In order to start the process, the AutoEndpoint configuration file gets a list of VAPID public keys to look for. The key format is not a standard PEM format, so the convert_pem_to_x962.py file is used to convert the public key format to something that's more scan-able.

That key is registered using the autoendpoint.tracking_keys configuration setting.

Push Reliability requires a Redis like memory storage system to manage the various milestone transactions. Milestones are tracked using two internal stores, the first being a Hash Incrementor (HINCR) "state_counts" table, which records the count of message at a given state. and an "expiry" table to record the expiration timestamp for the subscription.

Push Reliablity also includes a bigtable reliability column family, which is used to create a long term record which can be used for more "in depth" analysis of a given message's path.

Operation

If an incoming subscription is validated and contains a matching VAPID public key, then a reliability_id is assigned to the message. This ID is a random UUID that is attached to the message. All tracking is tied to this ID alone, and only performed if the reliable_report feature is enabled in the code.

Various milestones have been set along a given messages path. These are defined in autopush_common::reliability::PushReliabilityState. Their valid state transistions:

flowchart LR
    Received:::autoendpoint --> IntTransmitted:::autoendpoint
    Received:::autoendpoint --> BridgeTransmitted:::autoendpoint
    Received:::autoendpoint --> Expired:::autoendpoint
    Received:::autoendpoint --> Stored:::autoendpoint
    Received:::autoendpoint --> Errored:::autoendpoint

    IntTransmitted:::autoendpoint --> IntAccepted:::autoconnect
    IntTransmitted:::autoendpoint --> Received:::autoendpoint

    Stored:::autoendpoint --> Retrieved:::autoconnect

    IntAccepted:::autoconnect --> Transmitted:::autoconnect

    Transmitted:::autoconnect --> ConnectErrored:::autoconnect@{ label: "Errored" }
    Transmitted:::autoconnect --> Accepted:::autoconnect

    Accepted:::autoconnect --> Delivered:::autoconnect
    Accepted:::autoconnect --> DecryptionError:::autoconnect
    Accepted:::autoconnect --> NotDelivered:::autoconnect

    Retrieved:::autoconnect --> Delivered:::autoconnect
    Retrieved:::autoconnect --> DecryptionError:::autoconnect
    Retrieved:::autoconnect --> NotDelivered:::autoconnect
    Retrieved:::autoconnect --> ConnectExpired:::autoconnect@{ label: "Expired" }

    classDef autoendpoint fill:#f96

    subgraph Key
        direction LR
        Key2[autoendpoint]:::autoendpoint
        Key1[autoconnect]
    end

When a message transitions from one state to the next, the new state_count is incremented, and the old state_count is decremented. In addition, the "expiry" table which is a scored hash table records the message expiration. The "expiry" table uses a combo of the "state#reliability_id" as the key. with the expiration timestamp as the value. This table is scanned by the separate scripts/reliability_cron.py script, which looks for expired keys, decrements their counts, and logs the expired status to bigtable. This script is required because there are no known data stores that provide this function automatically (recommendations are very welcome). The use of an outside script is to ensure that only a single application decrements values and logs data, preventing possible race conditions.

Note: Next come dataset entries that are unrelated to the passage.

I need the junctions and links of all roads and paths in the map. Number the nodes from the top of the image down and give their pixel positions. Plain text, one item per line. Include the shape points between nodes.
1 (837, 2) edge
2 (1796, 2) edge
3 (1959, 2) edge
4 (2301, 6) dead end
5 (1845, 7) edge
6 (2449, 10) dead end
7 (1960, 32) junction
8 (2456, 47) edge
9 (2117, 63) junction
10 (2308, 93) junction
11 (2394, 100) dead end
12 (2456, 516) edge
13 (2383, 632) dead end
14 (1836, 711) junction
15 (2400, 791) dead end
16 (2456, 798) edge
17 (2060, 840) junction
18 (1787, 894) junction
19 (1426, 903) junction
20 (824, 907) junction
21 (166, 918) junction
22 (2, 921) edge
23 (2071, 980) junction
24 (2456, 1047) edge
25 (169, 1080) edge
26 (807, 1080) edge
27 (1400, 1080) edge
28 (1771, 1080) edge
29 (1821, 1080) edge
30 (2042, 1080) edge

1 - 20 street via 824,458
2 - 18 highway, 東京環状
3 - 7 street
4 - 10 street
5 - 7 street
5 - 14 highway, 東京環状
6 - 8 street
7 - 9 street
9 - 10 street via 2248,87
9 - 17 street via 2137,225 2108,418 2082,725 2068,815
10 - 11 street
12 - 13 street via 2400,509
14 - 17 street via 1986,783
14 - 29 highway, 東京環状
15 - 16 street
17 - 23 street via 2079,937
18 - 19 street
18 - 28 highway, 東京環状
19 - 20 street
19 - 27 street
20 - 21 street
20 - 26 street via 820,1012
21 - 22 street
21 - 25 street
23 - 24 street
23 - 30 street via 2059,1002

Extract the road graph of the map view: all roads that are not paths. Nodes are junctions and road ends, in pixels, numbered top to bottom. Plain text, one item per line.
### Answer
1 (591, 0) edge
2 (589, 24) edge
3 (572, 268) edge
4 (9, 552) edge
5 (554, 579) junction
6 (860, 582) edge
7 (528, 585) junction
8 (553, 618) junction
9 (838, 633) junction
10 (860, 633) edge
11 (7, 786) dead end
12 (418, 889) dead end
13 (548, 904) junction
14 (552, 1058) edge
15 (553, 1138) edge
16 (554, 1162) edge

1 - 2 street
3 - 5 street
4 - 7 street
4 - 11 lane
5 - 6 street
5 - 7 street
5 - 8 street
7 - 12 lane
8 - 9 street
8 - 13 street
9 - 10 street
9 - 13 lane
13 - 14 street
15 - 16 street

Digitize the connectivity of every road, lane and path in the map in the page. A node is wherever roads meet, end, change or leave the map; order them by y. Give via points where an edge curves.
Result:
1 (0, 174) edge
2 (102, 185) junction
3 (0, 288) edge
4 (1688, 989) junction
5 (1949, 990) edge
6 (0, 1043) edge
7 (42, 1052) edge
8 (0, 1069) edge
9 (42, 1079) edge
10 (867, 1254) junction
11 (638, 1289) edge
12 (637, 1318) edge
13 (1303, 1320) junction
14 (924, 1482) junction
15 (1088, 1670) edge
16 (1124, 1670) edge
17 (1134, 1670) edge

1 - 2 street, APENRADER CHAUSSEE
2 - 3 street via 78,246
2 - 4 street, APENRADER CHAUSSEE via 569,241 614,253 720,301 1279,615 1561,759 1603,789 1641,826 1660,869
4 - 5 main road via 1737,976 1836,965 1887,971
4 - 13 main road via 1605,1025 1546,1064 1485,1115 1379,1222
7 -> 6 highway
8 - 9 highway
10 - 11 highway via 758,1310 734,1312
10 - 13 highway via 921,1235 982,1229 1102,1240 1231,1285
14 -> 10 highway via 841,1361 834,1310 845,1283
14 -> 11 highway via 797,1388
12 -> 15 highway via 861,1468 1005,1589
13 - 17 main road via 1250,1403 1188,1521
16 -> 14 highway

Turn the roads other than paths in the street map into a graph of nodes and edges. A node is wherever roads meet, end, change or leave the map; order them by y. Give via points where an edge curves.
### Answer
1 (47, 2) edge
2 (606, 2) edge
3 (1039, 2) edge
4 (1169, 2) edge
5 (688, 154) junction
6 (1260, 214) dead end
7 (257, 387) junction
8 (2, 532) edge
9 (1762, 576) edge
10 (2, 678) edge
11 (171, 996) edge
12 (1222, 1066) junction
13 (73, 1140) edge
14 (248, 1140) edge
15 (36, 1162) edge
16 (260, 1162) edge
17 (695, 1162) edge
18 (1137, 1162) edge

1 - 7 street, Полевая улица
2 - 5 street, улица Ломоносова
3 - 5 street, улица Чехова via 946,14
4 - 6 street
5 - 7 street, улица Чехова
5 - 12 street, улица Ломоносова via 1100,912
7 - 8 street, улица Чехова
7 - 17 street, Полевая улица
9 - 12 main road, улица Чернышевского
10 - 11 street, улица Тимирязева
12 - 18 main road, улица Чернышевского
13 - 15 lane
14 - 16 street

"Live" counts can be displayed using any tool that can read the Redis data store, or the AutoEndpoint /__milestones__ endpoint can be queried. Historical tracking is not part of this, and should be done using external tooling and the reliability_cron.py script.

Data Retention

Push Subscpritions have a maximum lifetime of 30 days. The Redis Reliability tracking information will last as long as the message TTL. The Bigtable Reliability Log information will be retained for twice the maximum subscription lifetime, of 60 days to allow for some longer term trend analysis. (Note, this reliability information does not have any record of the user, subscription provider, or message content. It only includes the milestone, and timestamp when the message crossed that milestone.)